Resources for Applicants - Carbon Farming and Land Restoration Program

Page last updated: Monday, 27 June 2022 - 1:47pm

Please note: This content may be out of date and is currently under review.

To support applications for the Carbon Farming and Land Restoration Program, a variety of resources are available. 

Applicants are encouraged to familiarise themselves with the requirements of the different project types, determine the cost of setting-up and running a project, plan how to measure and report on the co-benefits, and identify co-contribution funding sources. 

Resources can be accessed via hyperlinks below and additional links on the right hand side of this page.

CF-LRP Resources

Seeking Advice

Always seek independent financial, business and legal advice before making decisions regarding establishing a carbon farming project. 

DPIRD has compiled a non-exhaustive Service Provider Directory specialising in a range of expertise areas including carbon farming, agribusiness and environmental consultation.

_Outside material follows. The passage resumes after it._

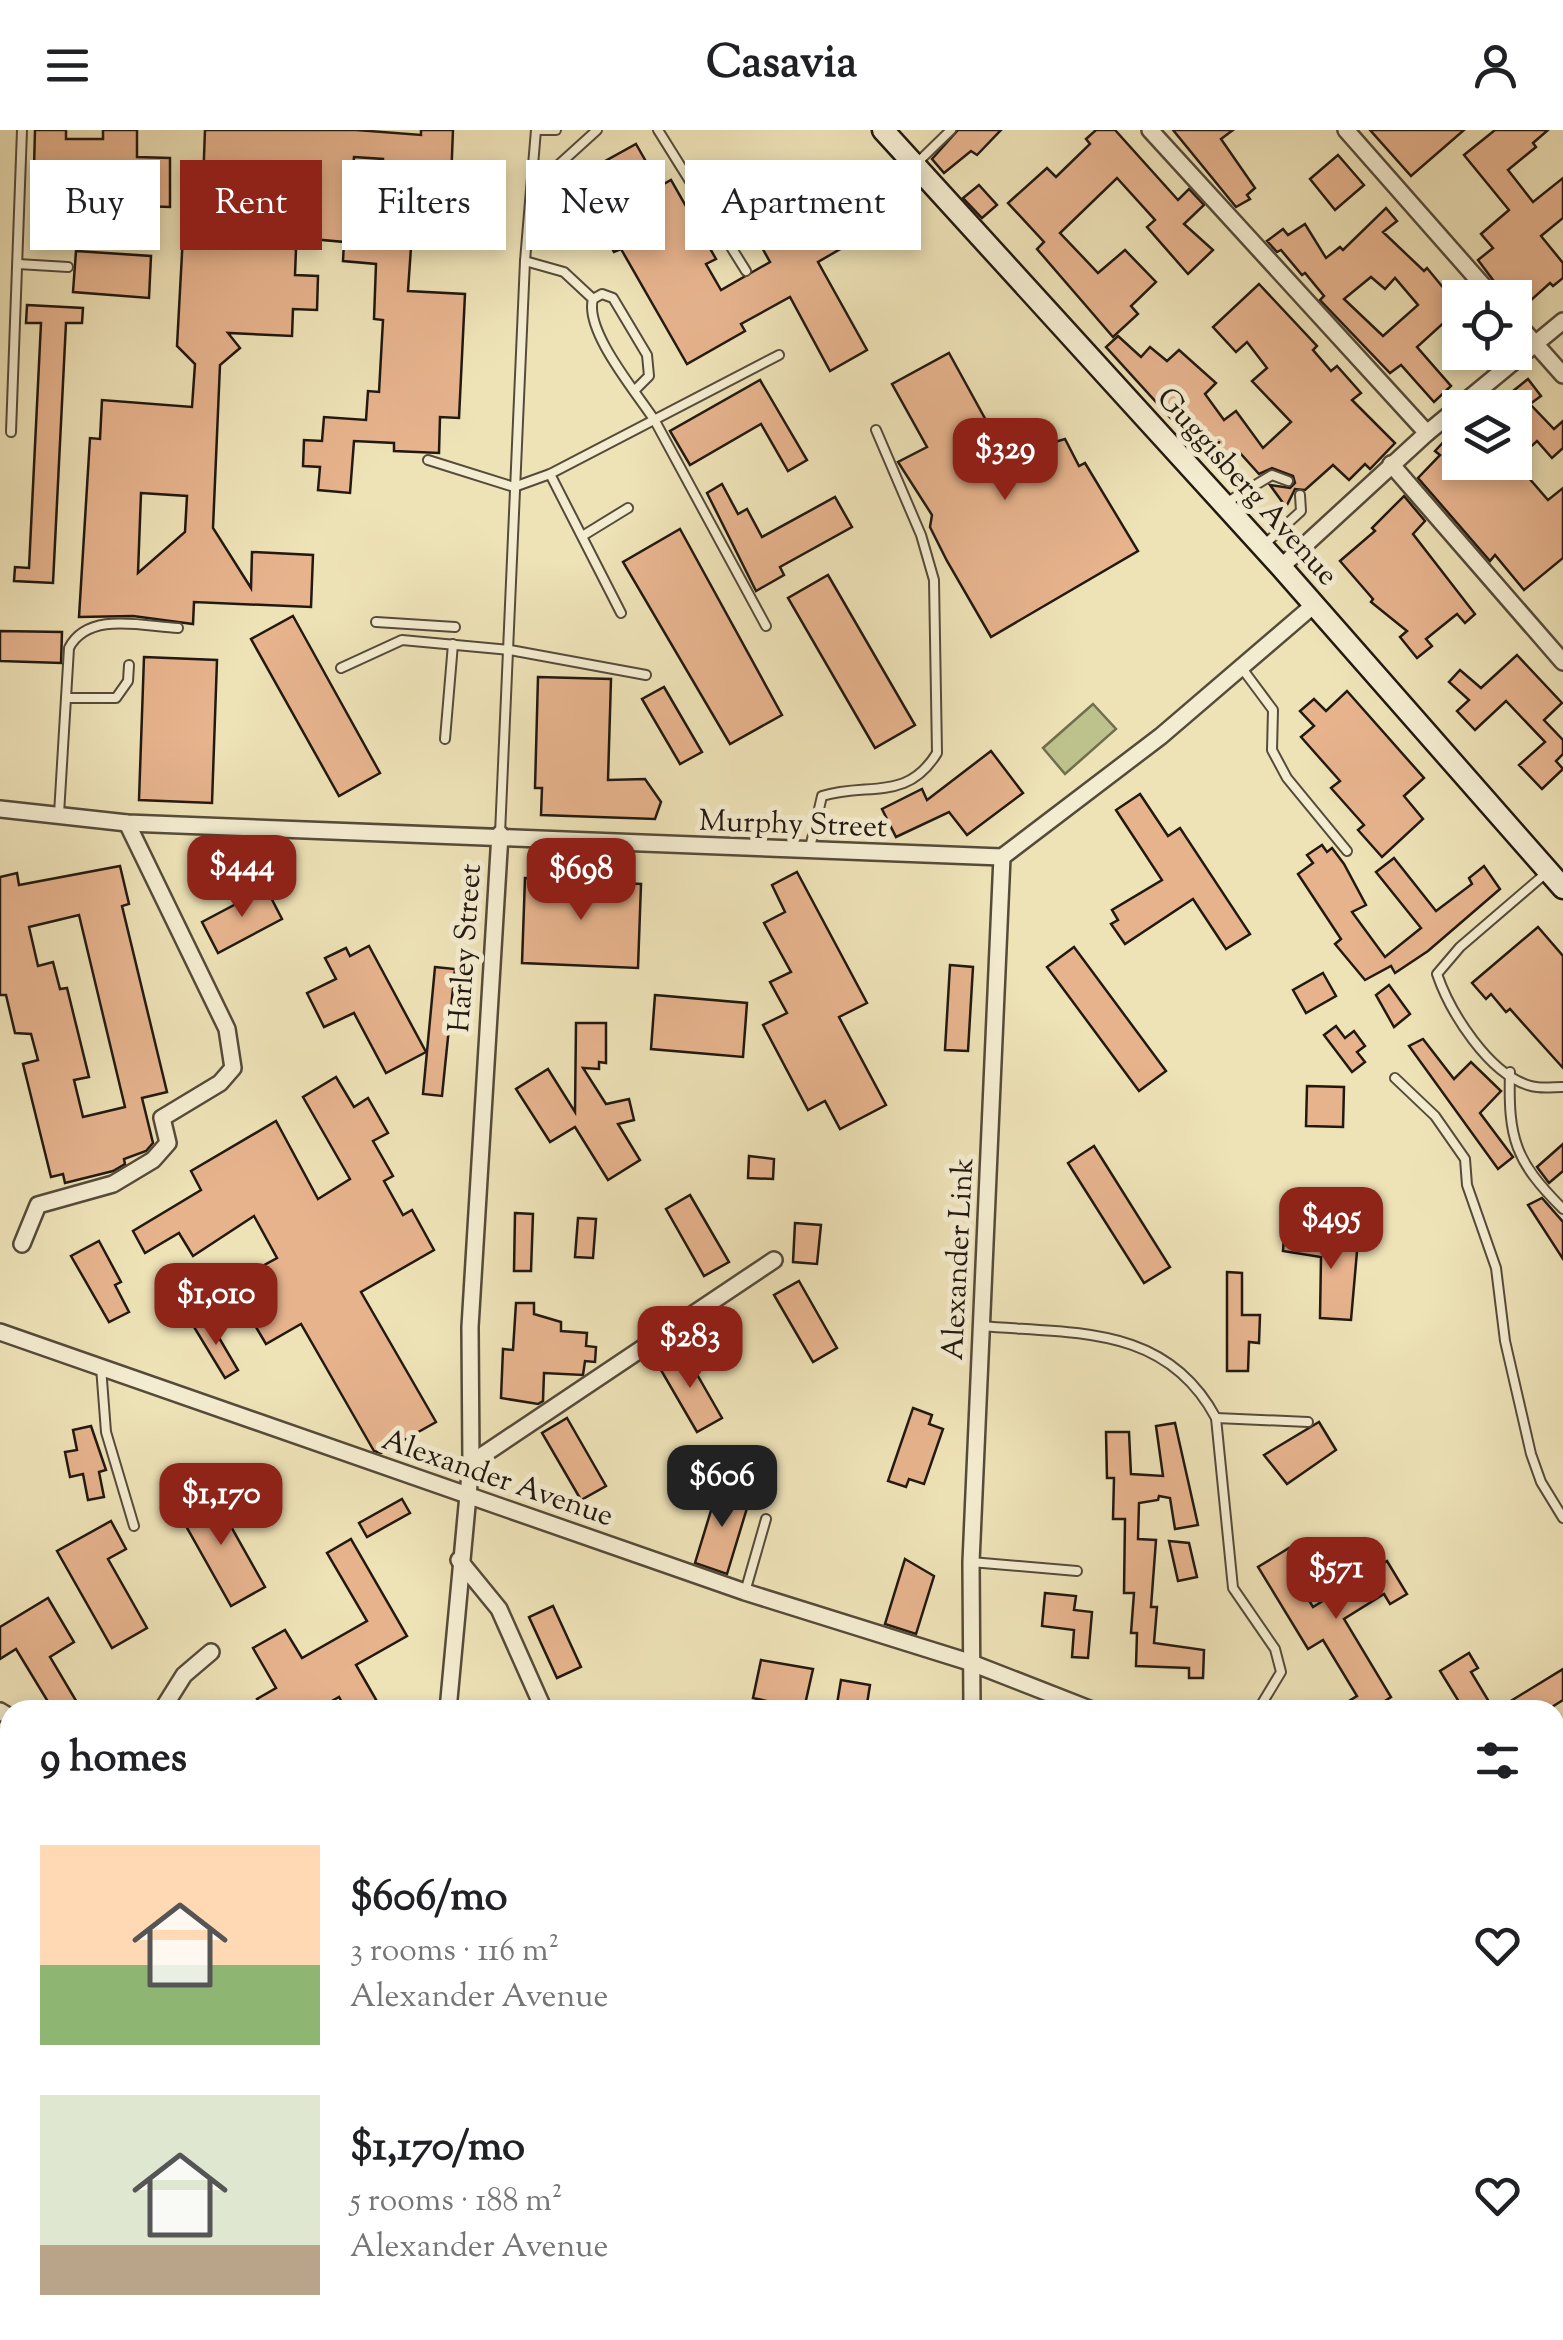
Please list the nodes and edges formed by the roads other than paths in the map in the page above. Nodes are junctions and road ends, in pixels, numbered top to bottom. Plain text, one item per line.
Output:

Resources for ACCU Plus Projects

  • The Climate Solutions Fund explains the different project types, how to register with the Clean Energy Regulator, the eligibility requirements and permanence obligations.
  • LOOC-C will help you estimate the carbon sequestered by different methods. Additional functionality will be added over the next few months.
  • Business case for carbon farming: improving your farm’s sustainability covers business considerations for farm owners examining carbon offsets projects for a farm-based business (Kondinin Group)

Vegetation links

If you are thinking about an ACCU Plus vegetation project you can use the 'guide to the reforestation by environmental or mallee plantings - FullCAM method' and the 'guide to the farm forestry method', which outline the requirements regarding planning, sampling and reporting, and eligible and ineligible activities.

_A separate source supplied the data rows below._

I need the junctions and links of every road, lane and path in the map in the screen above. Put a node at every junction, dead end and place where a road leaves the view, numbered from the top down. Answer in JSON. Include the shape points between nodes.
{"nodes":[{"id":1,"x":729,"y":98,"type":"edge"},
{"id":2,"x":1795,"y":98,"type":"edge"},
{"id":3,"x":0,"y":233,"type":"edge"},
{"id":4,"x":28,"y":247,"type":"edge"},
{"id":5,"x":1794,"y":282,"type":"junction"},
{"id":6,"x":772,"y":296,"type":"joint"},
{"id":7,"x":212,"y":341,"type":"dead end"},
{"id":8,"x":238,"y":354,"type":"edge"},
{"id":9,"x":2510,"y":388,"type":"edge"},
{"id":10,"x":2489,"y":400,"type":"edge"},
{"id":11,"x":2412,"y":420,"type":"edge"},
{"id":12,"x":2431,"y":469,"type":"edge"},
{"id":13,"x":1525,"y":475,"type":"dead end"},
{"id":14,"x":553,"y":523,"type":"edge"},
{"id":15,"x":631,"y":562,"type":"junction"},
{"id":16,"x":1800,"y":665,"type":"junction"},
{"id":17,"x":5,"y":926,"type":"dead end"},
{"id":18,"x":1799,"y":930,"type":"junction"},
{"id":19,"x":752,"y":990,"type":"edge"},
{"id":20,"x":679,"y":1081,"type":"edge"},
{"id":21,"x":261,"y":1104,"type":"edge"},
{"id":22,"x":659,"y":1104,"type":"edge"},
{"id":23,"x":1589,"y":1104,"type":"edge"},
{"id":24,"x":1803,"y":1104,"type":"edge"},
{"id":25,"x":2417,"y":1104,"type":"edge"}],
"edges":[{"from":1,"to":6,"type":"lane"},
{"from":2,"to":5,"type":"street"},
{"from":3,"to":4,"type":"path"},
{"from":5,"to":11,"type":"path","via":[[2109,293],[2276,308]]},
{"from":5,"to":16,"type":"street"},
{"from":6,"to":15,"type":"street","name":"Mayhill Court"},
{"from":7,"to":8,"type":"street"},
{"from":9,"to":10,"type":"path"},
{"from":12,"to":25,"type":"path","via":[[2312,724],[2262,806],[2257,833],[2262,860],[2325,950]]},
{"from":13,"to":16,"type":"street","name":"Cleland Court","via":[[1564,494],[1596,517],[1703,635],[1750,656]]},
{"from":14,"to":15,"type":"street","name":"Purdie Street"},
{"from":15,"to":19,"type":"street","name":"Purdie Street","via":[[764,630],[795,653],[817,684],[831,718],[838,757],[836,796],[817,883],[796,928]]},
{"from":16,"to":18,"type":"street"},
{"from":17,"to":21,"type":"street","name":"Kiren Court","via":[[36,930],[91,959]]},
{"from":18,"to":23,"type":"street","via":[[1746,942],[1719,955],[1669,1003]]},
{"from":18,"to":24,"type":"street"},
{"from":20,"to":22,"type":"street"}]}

Other useful vegetation links:

Soil Carbon links

If you are thinking about an ACCU Plus soil carbon project you can use the 'Estimating sequestration of carbon in soil using default values method'  and the 'Understanding your soil carbon – simple method guide', which outline the requirements regarding land management plans, sampling and reporting, and eligible and ineligible activities.

Other useful soil links:

General Resources 

An excellent resource summarising the concepts underlying carbon farming, how Australia accounts for greenhouse gas emissions and the potential for Western Australian land managers to participate in, and benefit from, carbon farming is Bulletin 4856 'Carbon farming in relation to Western Australian agriculture'

The CSIRO, Australia's National Science Agency hosts the Digiscape Future Science Platform which includes the Biodiversity co-benefits calculator,  links to Australia's digital soil map and other carbon faming related information on the LOOC-C page.

The Soil Carbon Research Program (SCaRP) was the largest and most extensive soil sampling and analysis program undertaken in Australia to measure stocks of soil carbon.  More than 20,000 samples were taken from a wide range of soil types and farming operations across more than 4000 different locations in selected farming regions. Reports derived from the data gathered through the program include the SCaRP Final Report: Project 4  and the Fertcare Soil Carbon Snapshot developed in conjunction with Victorian Government. 

GrainGrowers has released the Carbon and Cropping report with clear information and facts on carbon farming to help farmers consider the opportunities around carbon for their businesses, families and communities.

The Wheatbelt NRM has developed a Carbon Planning Tool designed to guide landholders in carbon planting on their properties. It assesses the proposed Emissions Reduction Fund (ERF) sequestration project against mapping undertaken in the Avon NRM region. It takes into consideration the natural resource management benefits from carbon tree planting projects and benefits that can be identified in line with the Regional Natural Resource Management Strategy for the Avon River Basin.

The South West Timber Hub has developed a handy calculator called Decision Tree which allows you to assess if trees are a viable crop option for your farm, based on the information you provide. It takes into account details such as your location, annual rainfall, soil types, land prices and comparitive crops/production options.

CNBC International's video "What is carbon trading?" discusses the role of world carbon markets in the fight against climate change - are they a help or a hindrance?